**WORK TO BE COMPLETED:** Return the lines below in which the string "Drive" occurs.

**DATASET RECORDS:**
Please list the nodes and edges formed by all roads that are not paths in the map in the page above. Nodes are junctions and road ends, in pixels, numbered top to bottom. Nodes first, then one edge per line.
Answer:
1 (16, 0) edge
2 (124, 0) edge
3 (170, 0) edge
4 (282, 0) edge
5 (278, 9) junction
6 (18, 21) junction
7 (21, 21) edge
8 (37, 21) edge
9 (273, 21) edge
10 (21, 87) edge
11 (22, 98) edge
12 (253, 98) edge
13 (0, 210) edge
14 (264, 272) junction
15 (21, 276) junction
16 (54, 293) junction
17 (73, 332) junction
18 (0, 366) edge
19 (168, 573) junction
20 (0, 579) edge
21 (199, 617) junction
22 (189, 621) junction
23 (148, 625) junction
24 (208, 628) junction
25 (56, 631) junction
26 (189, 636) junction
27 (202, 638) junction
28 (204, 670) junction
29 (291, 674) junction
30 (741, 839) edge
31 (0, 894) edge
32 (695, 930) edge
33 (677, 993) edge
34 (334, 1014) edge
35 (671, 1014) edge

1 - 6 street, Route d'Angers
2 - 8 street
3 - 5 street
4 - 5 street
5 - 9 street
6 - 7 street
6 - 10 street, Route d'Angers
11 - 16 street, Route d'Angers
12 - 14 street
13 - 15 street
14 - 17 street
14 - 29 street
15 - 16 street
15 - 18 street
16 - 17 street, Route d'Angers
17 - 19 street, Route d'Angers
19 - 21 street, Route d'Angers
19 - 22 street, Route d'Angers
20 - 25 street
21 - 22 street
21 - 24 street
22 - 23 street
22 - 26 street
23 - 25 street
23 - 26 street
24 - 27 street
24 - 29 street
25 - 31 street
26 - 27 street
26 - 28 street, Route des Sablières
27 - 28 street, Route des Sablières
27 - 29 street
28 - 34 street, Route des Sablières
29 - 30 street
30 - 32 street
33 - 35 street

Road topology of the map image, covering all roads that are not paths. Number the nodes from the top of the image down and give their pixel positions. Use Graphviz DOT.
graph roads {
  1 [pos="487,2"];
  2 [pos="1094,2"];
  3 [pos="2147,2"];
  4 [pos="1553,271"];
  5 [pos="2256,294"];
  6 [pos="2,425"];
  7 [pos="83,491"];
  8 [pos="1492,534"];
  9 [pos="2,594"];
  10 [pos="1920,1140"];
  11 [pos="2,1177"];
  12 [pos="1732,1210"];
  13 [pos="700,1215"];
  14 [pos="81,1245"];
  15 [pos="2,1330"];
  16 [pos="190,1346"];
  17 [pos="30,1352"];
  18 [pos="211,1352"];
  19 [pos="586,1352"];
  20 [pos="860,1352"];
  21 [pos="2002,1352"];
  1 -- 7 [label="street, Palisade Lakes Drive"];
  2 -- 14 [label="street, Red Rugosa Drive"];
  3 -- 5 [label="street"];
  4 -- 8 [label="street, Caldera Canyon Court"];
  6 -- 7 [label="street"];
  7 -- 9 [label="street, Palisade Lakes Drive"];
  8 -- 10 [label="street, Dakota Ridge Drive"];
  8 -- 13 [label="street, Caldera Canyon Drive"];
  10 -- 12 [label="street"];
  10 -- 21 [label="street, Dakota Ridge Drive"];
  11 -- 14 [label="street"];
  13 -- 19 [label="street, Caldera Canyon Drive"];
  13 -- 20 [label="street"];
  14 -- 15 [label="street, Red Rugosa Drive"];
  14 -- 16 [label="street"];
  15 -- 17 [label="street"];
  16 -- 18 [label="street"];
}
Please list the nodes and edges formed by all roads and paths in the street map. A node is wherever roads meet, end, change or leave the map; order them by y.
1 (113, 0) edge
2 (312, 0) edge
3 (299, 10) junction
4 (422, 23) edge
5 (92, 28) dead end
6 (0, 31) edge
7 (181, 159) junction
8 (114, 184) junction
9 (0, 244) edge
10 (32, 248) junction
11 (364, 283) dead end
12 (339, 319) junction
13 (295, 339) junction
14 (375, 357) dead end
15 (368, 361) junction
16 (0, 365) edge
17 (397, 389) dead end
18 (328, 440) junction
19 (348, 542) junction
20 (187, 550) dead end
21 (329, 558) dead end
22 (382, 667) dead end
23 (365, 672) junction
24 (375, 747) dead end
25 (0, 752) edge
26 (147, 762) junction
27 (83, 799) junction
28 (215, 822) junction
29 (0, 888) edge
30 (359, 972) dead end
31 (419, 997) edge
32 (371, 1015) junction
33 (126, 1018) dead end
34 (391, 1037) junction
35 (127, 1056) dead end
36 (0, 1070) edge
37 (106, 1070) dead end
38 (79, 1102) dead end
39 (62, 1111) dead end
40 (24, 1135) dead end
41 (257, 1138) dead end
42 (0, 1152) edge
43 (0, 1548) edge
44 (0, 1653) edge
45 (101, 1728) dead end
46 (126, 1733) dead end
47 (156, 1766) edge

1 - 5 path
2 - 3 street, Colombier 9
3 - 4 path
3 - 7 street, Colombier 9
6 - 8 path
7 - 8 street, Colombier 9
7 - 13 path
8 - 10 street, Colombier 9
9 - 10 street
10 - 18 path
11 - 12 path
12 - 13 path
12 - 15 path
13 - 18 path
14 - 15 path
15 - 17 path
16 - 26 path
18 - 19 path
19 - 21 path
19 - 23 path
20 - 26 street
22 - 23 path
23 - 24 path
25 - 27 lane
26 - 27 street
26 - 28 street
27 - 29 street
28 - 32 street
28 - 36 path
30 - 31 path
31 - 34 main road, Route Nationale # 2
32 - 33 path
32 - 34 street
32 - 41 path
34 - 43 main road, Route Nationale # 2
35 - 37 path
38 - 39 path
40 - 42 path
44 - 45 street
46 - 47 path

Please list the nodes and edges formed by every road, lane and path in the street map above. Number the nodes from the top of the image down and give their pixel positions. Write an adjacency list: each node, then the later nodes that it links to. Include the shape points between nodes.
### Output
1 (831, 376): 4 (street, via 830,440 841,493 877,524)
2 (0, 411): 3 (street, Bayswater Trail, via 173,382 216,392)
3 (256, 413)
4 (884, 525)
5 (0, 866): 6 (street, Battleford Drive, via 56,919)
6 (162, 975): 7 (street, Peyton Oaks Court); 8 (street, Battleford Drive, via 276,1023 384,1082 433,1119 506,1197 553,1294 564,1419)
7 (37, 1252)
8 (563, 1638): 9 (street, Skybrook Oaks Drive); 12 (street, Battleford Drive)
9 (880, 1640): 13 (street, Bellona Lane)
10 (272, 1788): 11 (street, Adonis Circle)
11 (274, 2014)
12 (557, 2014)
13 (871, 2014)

**EXERCISE ANSWER:**
  1 -- 7 [label="street, Palisade Lakes Drive"];
  2 -- 14 [label="street, Red Rugosa Drive"];
  7 -- 9 [label="street, Palisade Lakes Drive"];
  8 -- 10 [label="street, Dakota Ridge Drive"];
  8 -- 13 [label="street, Caldera Canyon Drive"];
  10 -- 21 [label="street, Dakota Ridge Drive"];
  13 -- 19 [label="street, Caldera Canyon Drive"];
  14 -- 15 [label="street, Red Rugosa Drive"];
5 (0, 866): 6 (street, Battleford Drive, via 56,919)
6 (162, 975): 7 (street, Peyton Oaks Court); 8 (street, Battleford Drive, via 276,1023 384,1082 433,1119 506,1197 553,1294 564,1419)
8 (563, 1638): 9 (street, Skybrook Oaks Drive); 12 (street, Battleford Drive)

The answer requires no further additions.